I was already probing for arguments to try to convince her we should stay a little longer when the screenwriter interjected.

'Of course,' he said, supporting Paula's insincere suggestion and pointing at his wife. 'We're driving back to Barcelona tonight. If you want we can stop in Gerona and drop you off at home.'

I looked with relief into Paula's eyes.

'You wouldn't mind?'

All eyes converged on her. I knew she minded, but she said, 'Of course not.'

I accompanied Gabriel and Paula to the car and, when Gabriel was stretched out on the back seat, exhausted, Paula closed the door and muttered, 'Next time you can go to your party by yourself.'

'Didn't you say you wouldn't mind if I stayed?'

'You're a bastard.'

We argued; I don't remember what we said, but as I watched my car disappear as fast as possible down the gravel driveway that led out of the property I thought what I'd thought so often during that time: that a moment arrives in the life of every couple when everything they say they say to hurt each other, that my marriage had turned into a refined form of torture and the sooner it ended the better for all concerned.

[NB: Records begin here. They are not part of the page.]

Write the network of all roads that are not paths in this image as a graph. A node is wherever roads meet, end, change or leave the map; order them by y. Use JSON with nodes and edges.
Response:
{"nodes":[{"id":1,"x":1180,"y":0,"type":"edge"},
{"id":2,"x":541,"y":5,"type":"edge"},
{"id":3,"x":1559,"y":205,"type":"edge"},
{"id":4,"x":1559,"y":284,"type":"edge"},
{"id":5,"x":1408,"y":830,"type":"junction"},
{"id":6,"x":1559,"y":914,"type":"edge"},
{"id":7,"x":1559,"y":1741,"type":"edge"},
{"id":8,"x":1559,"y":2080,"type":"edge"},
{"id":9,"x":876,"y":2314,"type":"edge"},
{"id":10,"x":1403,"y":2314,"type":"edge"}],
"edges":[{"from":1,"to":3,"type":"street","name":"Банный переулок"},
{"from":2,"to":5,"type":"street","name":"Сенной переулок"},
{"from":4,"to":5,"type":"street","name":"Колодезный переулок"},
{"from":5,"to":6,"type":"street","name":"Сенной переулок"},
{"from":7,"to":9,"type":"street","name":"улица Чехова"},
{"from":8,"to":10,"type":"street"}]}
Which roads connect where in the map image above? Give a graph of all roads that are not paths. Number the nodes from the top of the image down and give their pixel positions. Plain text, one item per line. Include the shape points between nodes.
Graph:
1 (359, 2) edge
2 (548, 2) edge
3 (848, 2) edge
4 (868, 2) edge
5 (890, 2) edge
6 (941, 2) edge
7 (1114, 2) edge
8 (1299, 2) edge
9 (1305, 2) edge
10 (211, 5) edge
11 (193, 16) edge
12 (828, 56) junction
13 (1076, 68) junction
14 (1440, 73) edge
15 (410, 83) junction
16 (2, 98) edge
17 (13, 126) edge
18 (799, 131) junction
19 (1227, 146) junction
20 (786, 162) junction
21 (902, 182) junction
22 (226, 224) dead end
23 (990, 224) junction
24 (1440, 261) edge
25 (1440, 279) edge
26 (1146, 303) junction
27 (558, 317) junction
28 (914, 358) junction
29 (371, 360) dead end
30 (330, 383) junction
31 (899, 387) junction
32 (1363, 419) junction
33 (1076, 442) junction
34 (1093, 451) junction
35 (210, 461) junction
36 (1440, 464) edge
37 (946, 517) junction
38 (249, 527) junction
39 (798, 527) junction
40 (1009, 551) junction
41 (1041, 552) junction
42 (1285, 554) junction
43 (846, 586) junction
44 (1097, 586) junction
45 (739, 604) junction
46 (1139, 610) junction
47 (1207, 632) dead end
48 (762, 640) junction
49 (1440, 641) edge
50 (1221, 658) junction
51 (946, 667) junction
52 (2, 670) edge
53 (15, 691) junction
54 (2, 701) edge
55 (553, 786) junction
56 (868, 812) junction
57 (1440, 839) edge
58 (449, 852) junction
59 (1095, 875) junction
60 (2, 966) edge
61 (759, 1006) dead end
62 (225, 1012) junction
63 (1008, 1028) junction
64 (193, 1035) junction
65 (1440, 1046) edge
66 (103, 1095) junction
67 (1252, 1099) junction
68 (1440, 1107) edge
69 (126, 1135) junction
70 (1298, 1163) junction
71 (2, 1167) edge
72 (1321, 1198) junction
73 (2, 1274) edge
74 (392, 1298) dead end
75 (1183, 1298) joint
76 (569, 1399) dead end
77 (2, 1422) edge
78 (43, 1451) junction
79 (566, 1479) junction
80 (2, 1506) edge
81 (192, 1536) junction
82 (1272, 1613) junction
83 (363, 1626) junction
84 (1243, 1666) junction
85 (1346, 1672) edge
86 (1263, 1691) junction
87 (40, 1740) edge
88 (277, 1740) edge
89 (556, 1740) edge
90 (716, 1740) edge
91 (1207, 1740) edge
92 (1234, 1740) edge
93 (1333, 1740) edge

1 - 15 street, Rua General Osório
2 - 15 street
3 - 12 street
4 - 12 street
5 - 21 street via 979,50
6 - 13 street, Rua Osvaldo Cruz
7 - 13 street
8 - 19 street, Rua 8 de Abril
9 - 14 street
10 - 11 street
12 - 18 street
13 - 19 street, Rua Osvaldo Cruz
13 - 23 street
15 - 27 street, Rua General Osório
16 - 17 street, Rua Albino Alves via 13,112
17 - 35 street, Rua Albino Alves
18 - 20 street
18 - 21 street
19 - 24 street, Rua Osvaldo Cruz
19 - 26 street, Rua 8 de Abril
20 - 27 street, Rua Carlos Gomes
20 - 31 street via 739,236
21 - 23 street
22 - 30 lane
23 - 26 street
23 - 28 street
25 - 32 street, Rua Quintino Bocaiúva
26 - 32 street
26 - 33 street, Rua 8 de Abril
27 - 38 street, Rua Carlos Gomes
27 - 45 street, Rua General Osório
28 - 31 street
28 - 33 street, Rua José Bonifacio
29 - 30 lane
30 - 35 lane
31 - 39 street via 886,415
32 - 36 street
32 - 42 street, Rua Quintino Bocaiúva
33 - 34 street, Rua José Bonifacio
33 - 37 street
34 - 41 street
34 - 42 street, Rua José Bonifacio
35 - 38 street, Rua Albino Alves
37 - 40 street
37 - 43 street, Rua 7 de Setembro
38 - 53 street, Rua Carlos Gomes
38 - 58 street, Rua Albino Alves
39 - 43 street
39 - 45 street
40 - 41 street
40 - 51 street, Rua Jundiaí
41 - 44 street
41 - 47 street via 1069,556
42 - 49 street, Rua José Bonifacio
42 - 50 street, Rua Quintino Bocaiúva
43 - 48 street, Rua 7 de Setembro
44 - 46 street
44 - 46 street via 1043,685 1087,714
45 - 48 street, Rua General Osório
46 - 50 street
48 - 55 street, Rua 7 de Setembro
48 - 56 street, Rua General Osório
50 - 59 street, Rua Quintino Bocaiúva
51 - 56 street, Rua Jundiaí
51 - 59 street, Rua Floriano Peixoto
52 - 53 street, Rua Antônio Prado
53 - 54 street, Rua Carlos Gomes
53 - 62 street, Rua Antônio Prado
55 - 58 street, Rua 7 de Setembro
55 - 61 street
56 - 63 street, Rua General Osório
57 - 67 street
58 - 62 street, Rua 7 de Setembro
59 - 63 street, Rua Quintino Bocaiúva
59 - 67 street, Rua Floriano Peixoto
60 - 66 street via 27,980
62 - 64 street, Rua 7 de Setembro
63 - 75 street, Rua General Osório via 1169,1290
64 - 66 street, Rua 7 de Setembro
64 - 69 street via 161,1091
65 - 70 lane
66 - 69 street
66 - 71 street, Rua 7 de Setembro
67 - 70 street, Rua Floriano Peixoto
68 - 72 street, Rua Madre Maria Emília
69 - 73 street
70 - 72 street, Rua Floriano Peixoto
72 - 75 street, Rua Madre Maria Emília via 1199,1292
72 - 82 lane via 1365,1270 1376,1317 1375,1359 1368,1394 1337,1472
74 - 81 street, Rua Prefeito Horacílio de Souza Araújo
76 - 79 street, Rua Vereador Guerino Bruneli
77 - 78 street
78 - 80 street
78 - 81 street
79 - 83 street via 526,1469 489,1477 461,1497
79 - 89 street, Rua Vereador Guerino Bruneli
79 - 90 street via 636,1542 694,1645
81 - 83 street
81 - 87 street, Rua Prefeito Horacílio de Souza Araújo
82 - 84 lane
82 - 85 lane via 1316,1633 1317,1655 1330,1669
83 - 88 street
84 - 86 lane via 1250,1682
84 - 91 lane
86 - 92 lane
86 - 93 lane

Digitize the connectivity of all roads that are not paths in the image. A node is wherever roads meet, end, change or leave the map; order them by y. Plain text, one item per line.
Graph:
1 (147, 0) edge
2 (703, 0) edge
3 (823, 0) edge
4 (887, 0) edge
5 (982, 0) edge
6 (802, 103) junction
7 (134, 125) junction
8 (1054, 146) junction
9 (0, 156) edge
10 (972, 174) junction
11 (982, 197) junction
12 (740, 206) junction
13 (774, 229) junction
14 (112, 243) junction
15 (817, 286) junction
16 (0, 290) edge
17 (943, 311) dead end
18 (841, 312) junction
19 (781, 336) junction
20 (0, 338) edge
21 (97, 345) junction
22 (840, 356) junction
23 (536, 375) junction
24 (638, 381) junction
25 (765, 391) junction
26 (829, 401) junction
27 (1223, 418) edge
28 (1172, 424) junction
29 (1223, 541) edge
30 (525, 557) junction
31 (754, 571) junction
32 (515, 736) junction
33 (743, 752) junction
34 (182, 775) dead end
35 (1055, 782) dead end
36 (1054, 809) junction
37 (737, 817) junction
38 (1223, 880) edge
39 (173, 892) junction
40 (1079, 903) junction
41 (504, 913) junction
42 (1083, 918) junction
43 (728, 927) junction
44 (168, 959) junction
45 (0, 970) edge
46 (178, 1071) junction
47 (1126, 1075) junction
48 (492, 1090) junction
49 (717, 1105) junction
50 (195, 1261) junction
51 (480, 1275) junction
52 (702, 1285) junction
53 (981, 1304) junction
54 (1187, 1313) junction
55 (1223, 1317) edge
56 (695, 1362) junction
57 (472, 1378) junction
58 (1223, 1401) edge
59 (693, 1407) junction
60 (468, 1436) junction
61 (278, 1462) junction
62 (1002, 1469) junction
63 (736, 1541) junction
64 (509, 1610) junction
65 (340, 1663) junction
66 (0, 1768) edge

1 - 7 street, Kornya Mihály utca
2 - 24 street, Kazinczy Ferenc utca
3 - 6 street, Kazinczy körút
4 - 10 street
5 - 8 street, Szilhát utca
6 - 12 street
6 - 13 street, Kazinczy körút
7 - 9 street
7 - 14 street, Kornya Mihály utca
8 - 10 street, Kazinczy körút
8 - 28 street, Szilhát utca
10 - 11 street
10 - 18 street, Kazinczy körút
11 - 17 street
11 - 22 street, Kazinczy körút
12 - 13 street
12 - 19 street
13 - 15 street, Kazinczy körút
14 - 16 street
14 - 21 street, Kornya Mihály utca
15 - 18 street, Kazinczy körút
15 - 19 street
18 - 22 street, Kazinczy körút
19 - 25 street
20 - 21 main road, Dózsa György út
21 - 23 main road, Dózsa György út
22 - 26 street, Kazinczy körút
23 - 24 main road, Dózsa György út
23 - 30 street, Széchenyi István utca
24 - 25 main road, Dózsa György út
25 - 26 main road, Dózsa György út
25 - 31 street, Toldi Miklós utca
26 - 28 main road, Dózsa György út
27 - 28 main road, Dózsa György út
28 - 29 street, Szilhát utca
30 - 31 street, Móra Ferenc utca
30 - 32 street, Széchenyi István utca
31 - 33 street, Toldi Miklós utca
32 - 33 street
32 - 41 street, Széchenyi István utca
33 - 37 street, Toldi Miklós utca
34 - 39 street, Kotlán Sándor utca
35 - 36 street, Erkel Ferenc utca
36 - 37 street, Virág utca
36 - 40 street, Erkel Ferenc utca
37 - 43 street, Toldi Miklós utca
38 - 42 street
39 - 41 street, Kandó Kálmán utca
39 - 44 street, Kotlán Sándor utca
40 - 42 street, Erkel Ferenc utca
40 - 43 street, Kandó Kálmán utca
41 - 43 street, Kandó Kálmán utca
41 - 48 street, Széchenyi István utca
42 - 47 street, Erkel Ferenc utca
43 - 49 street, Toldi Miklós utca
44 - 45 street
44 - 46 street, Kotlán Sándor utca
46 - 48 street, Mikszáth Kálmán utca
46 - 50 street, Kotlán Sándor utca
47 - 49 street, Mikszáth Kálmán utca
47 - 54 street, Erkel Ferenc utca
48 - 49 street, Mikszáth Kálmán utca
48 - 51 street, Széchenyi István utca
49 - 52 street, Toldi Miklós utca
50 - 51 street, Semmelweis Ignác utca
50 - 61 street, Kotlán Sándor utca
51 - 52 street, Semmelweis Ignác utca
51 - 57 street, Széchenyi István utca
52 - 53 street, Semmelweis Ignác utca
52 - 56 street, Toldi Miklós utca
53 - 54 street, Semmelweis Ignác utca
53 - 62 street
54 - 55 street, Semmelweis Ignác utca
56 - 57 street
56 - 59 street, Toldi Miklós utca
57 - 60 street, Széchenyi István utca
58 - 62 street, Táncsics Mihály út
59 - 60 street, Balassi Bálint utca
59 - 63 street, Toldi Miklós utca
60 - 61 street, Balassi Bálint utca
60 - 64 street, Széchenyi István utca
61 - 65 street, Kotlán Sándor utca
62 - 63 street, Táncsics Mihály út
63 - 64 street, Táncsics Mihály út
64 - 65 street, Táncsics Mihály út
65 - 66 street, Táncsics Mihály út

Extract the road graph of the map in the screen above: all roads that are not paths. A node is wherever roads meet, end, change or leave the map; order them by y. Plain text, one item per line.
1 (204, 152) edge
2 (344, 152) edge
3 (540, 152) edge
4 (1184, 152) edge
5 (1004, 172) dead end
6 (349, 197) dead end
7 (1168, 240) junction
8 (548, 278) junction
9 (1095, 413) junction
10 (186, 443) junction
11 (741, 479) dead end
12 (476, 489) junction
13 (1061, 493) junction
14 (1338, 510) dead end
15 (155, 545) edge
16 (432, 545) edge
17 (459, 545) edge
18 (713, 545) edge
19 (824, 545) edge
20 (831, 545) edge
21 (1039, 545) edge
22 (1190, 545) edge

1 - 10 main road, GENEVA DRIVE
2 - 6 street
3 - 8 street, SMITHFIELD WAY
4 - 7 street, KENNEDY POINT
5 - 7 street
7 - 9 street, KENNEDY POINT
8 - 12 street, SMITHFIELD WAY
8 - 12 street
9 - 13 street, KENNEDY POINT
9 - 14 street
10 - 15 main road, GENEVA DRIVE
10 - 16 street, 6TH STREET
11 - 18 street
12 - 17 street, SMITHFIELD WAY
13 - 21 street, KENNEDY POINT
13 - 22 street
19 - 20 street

But I soon forgot about my fight with Paula and continued enjoying the party. It went on into the early hours, and when I got into the screenwriter's car I found myself sitting beside a very serious young woman with an intellectual air, who I'd barely noticed all night. The trip to Gerona was brief, but long enough for me to realize that the girl had had quite a bit to drink, to be sure she was flirting with me and to vaguely ascertain that she was a friend of the host's niece and worked for a local television station. When we got to the city the girl suggested we all go for one more drink at a bar that belonged to some friends of hers, and which, she said, never closed before dawn. The screenwriter and his wife declined the offer arguing that it was very late and they should keep going to Barcelona; I accepted.